American Old Time Song Lyrics: 10 The Old Country Circus
Theater, Music-Hall, Nostalgic, Irish & Historic Old Songs, Volume 10
THE OLD COUNTRY CIRCUS.
How dear to my heart is the show of my childhood,
The old country circus my infancy knew;
In these days of three rings, hippodromes, railroads,
How fond recollections present them to view;
For weeks while the posters on fences and church sheds,
Portrayed to my young eyes the scenes that should be;
No soft thrill of love, no throb of ambition,
Has equalled the bliss I gained dreaming of thee;
The old country circus, the shambly old circus,
The wandering old circus my infancy knew.
How faithful I worked in the ways that presented,
To gain the few pennies my ticket should buy;
No toil was so sweetened, no reward so stupendous,
No miser e'er cherished his hoard as did I;
How fair the sun shone on the glad day appointed,
How rife with strange bustle the sleepy old town:
And when o'er the hill came the rumbling wagons,
The bound, of my heart said, "The circus has come; "
The old country circus, the faded old circus,
The one horse old circus my infancy knew.
What pageant of now can that "grand entry "compass?

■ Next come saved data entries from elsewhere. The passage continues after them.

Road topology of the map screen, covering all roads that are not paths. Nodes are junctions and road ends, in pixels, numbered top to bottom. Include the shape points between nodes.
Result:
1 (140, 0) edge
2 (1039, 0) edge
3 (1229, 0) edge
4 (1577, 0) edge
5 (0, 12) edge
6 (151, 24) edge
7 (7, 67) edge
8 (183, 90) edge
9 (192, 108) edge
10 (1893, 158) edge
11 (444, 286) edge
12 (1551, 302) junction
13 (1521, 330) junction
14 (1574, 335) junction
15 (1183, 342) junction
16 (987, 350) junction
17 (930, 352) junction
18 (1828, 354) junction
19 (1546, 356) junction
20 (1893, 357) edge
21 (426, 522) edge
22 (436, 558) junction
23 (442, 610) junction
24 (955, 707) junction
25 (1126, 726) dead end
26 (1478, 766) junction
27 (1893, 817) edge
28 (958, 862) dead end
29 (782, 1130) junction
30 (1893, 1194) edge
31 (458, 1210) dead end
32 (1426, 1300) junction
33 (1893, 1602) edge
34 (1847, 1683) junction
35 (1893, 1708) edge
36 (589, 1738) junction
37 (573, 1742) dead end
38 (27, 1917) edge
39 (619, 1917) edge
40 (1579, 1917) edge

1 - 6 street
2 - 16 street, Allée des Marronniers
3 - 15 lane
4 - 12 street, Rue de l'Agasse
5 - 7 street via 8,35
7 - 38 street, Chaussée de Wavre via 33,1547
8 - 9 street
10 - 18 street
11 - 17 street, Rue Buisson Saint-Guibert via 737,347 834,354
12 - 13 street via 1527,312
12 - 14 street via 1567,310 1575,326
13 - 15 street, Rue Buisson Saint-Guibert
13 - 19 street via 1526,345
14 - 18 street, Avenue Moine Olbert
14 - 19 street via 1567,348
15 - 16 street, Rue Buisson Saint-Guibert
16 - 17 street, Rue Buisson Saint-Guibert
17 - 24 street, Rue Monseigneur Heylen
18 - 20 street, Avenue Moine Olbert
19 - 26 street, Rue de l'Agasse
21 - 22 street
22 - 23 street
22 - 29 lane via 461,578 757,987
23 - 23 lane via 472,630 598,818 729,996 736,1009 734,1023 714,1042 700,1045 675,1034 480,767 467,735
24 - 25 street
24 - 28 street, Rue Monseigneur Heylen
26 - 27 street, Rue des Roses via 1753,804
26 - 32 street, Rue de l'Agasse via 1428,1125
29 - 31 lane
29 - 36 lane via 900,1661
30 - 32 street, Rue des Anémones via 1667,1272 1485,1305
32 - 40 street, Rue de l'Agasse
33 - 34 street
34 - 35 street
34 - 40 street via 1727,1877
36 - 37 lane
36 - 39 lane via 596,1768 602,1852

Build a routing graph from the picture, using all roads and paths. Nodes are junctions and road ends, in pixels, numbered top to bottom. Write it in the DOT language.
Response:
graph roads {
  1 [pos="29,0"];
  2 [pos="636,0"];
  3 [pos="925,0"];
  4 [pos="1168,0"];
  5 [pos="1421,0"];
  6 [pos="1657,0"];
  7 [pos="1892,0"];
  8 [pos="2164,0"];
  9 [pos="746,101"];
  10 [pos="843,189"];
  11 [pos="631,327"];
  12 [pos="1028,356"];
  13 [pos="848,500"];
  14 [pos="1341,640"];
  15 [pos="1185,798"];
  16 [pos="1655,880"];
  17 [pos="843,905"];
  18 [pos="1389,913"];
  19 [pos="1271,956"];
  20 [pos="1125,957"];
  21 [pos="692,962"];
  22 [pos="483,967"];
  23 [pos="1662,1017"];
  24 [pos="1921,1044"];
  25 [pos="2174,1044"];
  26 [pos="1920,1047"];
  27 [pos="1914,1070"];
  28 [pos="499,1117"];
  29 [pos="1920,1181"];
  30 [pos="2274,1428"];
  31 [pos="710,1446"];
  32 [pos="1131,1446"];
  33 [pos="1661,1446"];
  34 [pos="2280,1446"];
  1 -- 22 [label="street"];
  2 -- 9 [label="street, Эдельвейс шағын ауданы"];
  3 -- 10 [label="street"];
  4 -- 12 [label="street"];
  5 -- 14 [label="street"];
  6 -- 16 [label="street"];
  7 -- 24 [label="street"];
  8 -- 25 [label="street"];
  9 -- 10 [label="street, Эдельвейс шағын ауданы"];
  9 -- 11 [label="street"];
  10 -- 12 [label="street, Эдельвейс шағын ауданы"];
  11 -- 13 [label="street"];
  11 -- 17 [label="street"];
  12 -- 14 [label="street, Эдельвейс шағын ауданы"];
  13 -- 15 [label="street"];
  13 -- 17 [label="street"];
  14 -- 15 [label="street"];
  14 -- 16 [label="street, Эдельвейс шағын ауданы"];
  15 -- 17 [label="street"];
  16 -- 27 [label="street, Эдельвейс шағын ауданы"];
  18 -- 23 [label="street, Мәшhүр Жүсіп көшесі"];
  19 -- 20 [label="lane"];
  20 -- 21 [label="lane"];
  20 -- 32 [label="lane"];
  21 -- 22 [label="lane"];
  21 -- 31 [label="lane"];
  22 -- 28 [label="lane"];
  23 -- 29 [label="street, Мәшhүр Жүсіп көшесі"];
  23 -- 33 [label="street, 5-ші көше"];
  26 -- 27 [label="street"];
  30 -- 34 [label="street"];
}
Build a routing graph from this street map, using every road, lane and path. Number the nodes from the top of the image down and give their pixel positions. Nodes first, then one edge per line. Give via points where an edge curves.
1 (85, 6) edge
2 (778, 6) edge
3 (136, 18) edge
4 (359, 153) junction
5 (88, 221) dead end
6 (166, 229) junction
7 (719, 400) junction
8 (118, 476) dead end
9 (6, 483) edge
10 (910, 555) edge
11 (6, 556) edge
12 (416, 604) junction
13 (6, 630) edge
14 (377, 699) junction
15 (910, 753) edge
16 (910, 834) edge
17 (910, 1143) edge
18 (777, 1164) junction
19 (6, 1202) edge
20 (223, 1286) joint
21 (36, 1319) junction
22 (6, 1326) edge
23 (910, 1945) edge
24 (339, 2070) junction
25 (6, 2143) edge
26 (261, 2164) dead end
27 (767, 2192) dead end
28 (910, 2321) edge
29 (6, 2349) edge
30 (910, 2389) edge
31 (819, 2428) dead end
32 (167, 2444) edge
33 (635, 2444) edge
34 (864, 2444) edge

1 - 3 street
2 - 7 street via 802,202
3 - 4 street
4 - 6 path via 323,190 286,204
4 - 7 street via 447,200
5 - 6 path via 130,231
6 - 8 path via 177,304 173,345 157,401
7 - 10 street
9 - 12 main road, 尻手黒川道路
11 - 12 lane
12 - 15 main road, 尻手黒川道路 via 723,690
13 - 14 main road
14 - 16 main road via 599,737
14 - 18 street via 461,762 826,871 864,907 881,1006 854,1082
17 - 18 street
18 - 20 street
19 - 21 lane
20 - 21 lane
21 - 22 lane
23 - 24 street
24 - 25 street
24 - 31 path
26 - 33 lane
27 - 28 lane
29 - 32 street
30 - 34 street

What wit of to-day like those jokes of the ring?
And those divans of pine boards-such ease oriental,
No reserved stuffed chair of the present can bring;
One elephant only-satisfying, majestic,
Nor Jumbo, nor sacred, neither painted nor white;
Take them all, and the whole gilded fraudulent humbug,
For a single return of that honest delight;
The old country circus, the wandering old circus,
The shabby old circus my infancy knew?